To save the day, we’ll need Rosies for a new era – older women and men willing to work longer in encore careers that shore up critical social and public services.

The reason for this remarkable turn of events is, simply, demographics:

* By 2018, the Census Bureau projects that there will be roughly 21.8 million more adults in the U.S. than in 2008.

* The huge baby boom generation will continue to enter typical retirement age and live longer, while those reaching adulthood will come from the much smaller "baby bust" generation. That means that 95 percent of the net increase in population will be over 55, and more than half will be over 65.

* Only about 1 million adults age 18-54 will be added to the total of those normally expected to be in the workforce.

* Of the 21.8 million additional adults, just 9.1 million are likely to be in the workforce, assuming current labor force participation rates.

Meanwhile, once the jobs recession is over, the total number of additional jobs in the nation is expected to increase by over 15 million by 2018, which would leave a potential gap of 6 million unfilled jobs.

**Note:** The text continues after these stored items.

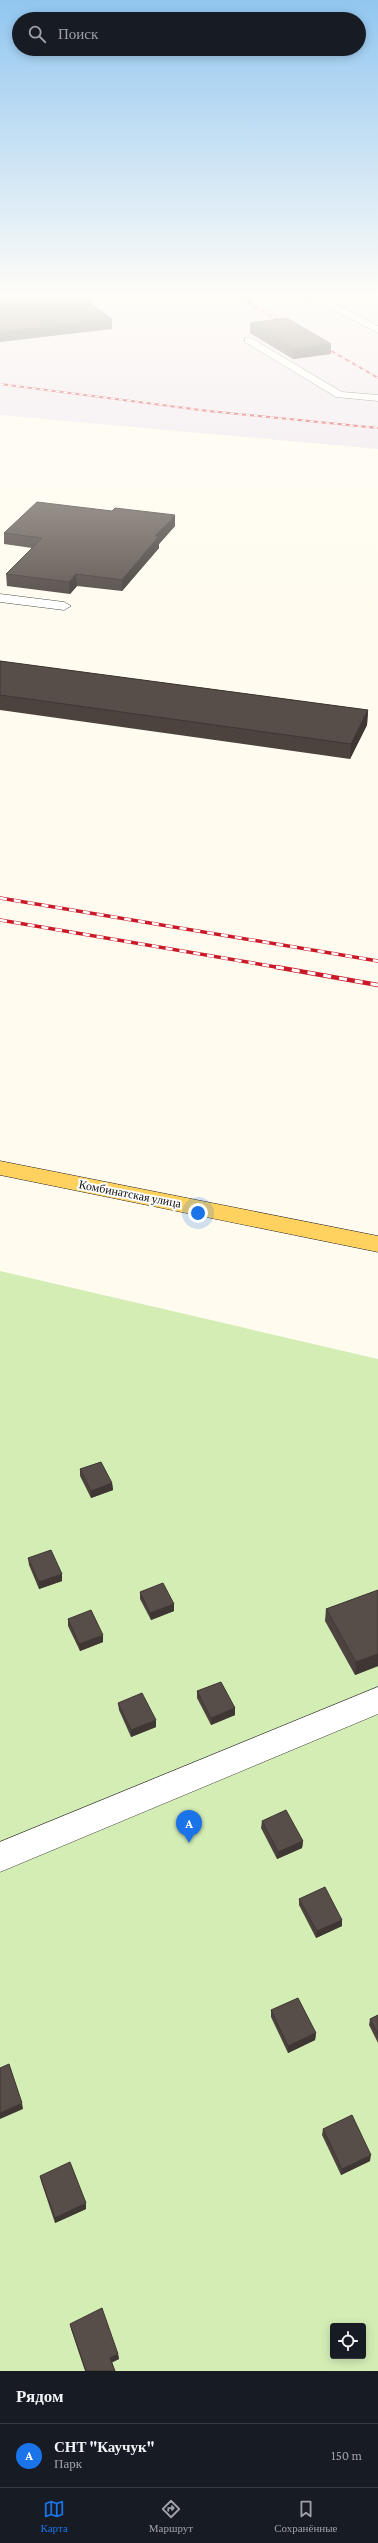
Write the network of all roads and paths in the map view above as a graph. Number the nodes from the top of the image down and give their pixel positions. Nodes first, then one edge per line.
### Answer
1 (0, 598) edge
2 (64, 606) dead end
3 (0, 1168) edge
4 (378, 1244) edge
5 (378, 1700) edge
6 (0, 1857) edge

1 - 2 street
3 - 4 main road, Комбинатская улица
5 - 6 street

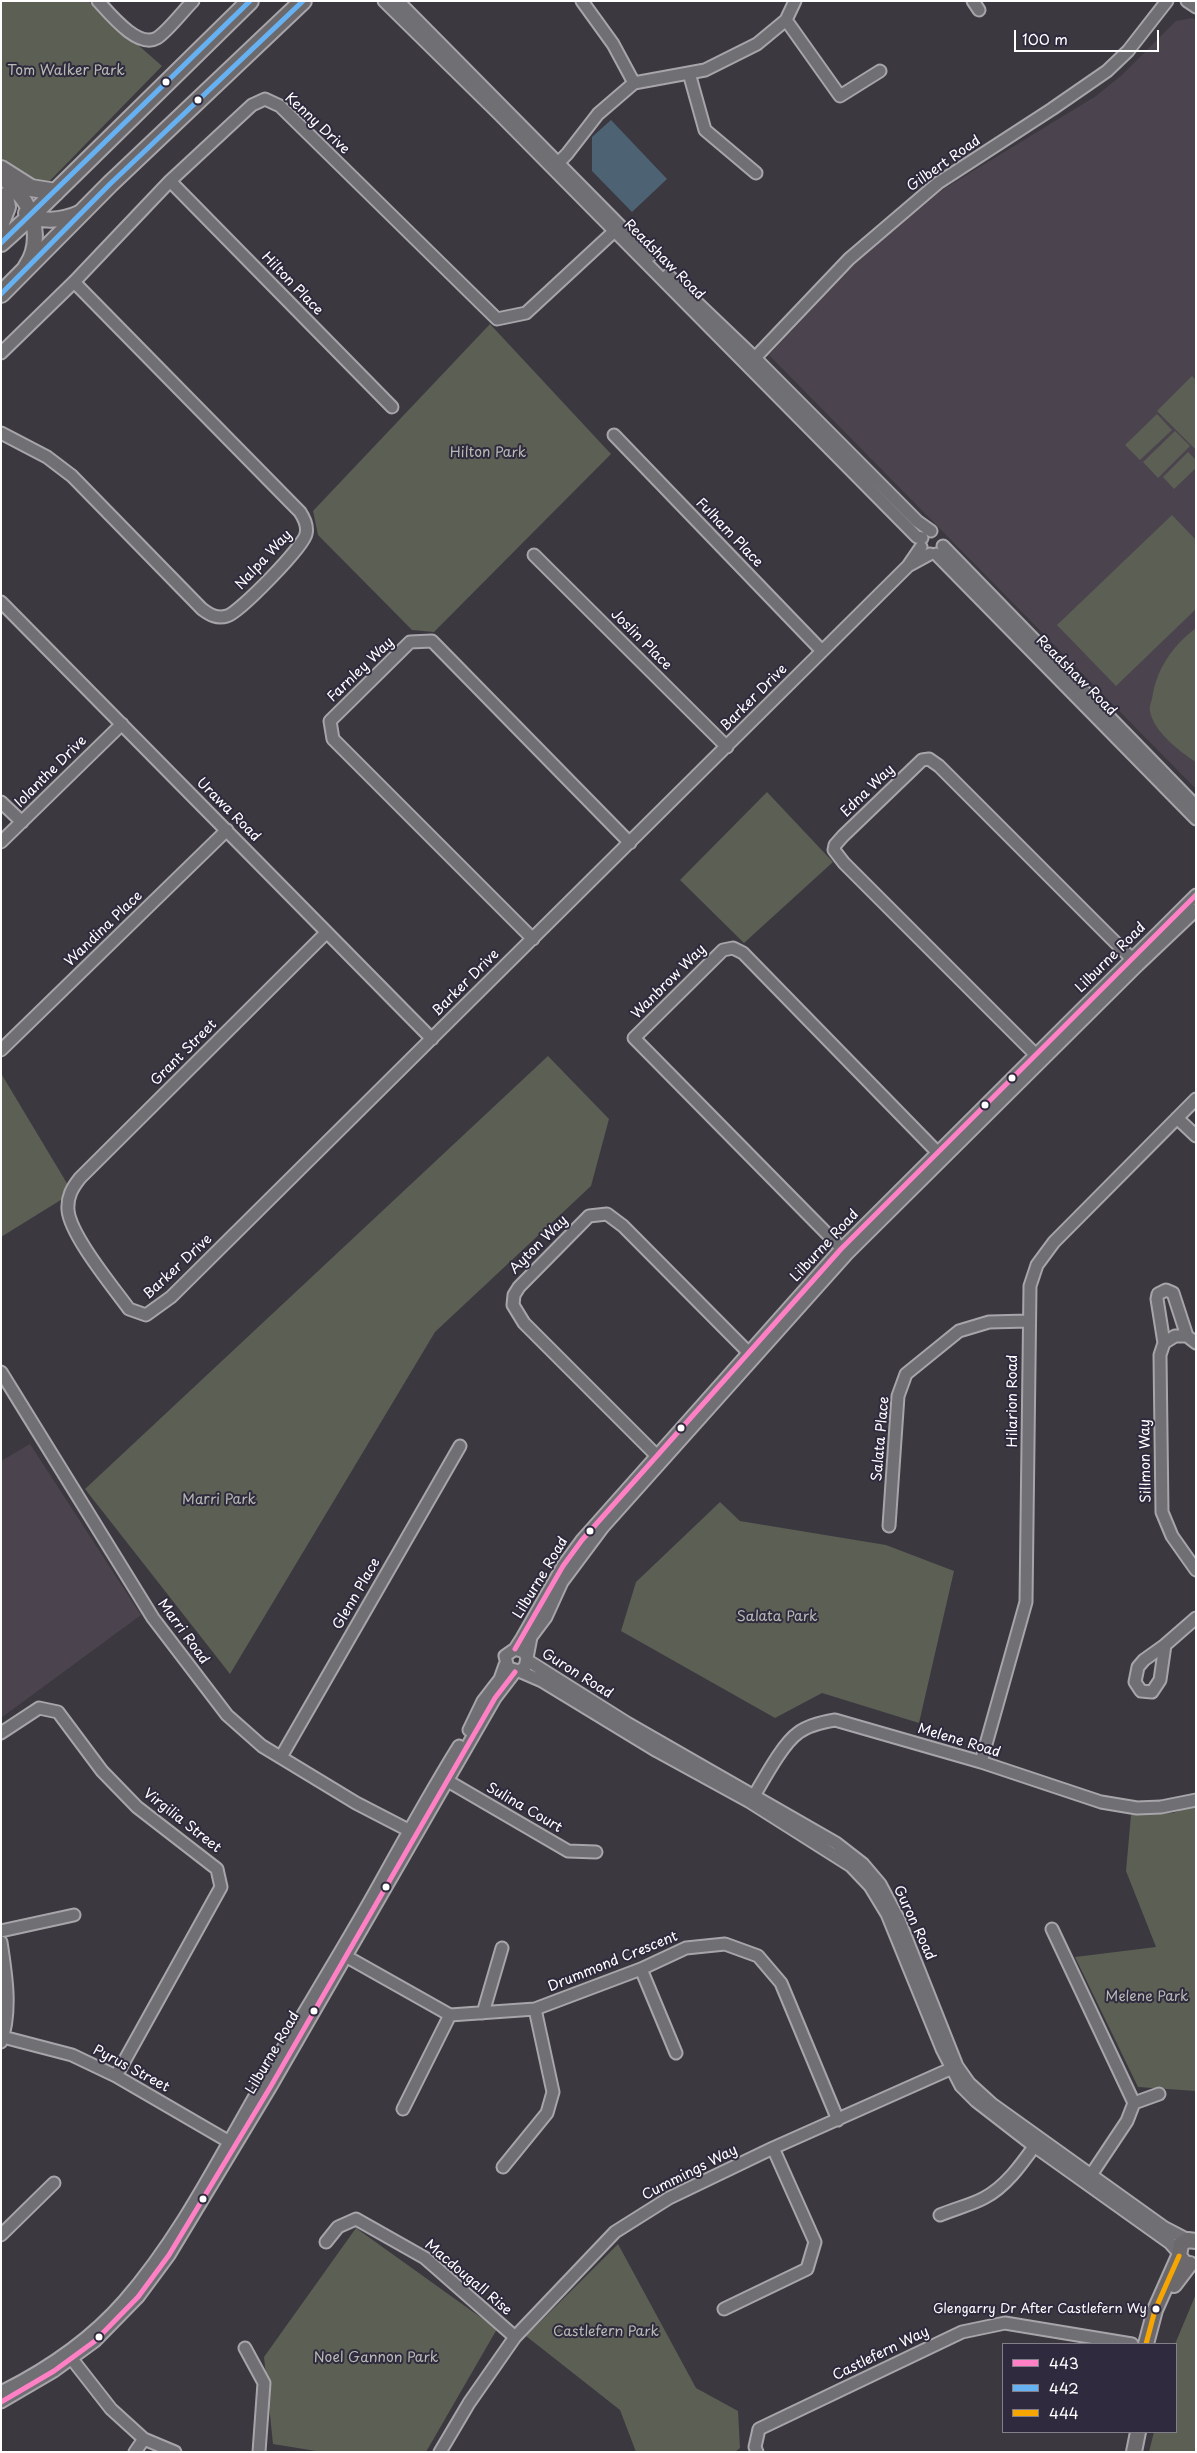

Nearly half of these jobs will be in the social sectors: health care and social assistance, educational services, nonprofits, the performing arts, museums, libraries, and government.

If all 6 million potential jobs are left unfilled, the loss in potential output could total nearly $3 trillion over a five-year period.

This is where workers over 55 could become the Rosies of the 21st century.

For starters, boomers are not expected to retire at anywhere near the same rate as previous generations, and that could help fill the jobs gap. A 2008 MetLife Foundation/Civic Ventures survey found that half of Americans age 44 to 70 are interested in working longer in new jobs that contribute to improving the quality of life in their communities.

Two-thirds of those interested in "encore careers" -- which combine personal meaning with continued income and social impact -- say they are motivated by a desire to use their skills to help others. Their dream jobs: advocating for causes they believe in, working with kids, and preserving the environment.

These jobs are largely (though not exclusively) in the social sector of the economy. Providing opportunities for boomers to work in these jobs will increase the likelihood that they will work longer and help fill the impending jobs gap.

Filling the entire employment gap, however, will almost surely require that employers redesign and restructure jobs to appeal to an older workforce and consider new ways of retraining older workers for these positions.

It will also likely entail developing entirely new kinds of jobs – not yet accounted for in official labor statistics – that will both meet critical social needs and appeal to workers who want encore careers.

Experienced workers can be retrained to work in schools as adjunct teachers, mentors, tutors, and content advisors. They can work in the health field as community health workers, chronic illness coaches, medication coaches, and patient advocates. And they can work in the new green economy as energy auditors and conservation consultants.

Done right, there could be millions of encore career opportunities and a willing stable of older workers -- Rosies for a new time -- to fill them.

By Barry Bluestone

Barry Bluestone is the Dean of the School of Public Policy and Urban Affairs at Northeastern University and Director of the university’s Dukakis Center for Urban and Regional Policy. He is a consultant to Civic Ventures, a national think tank on boomers, work, and social purpose.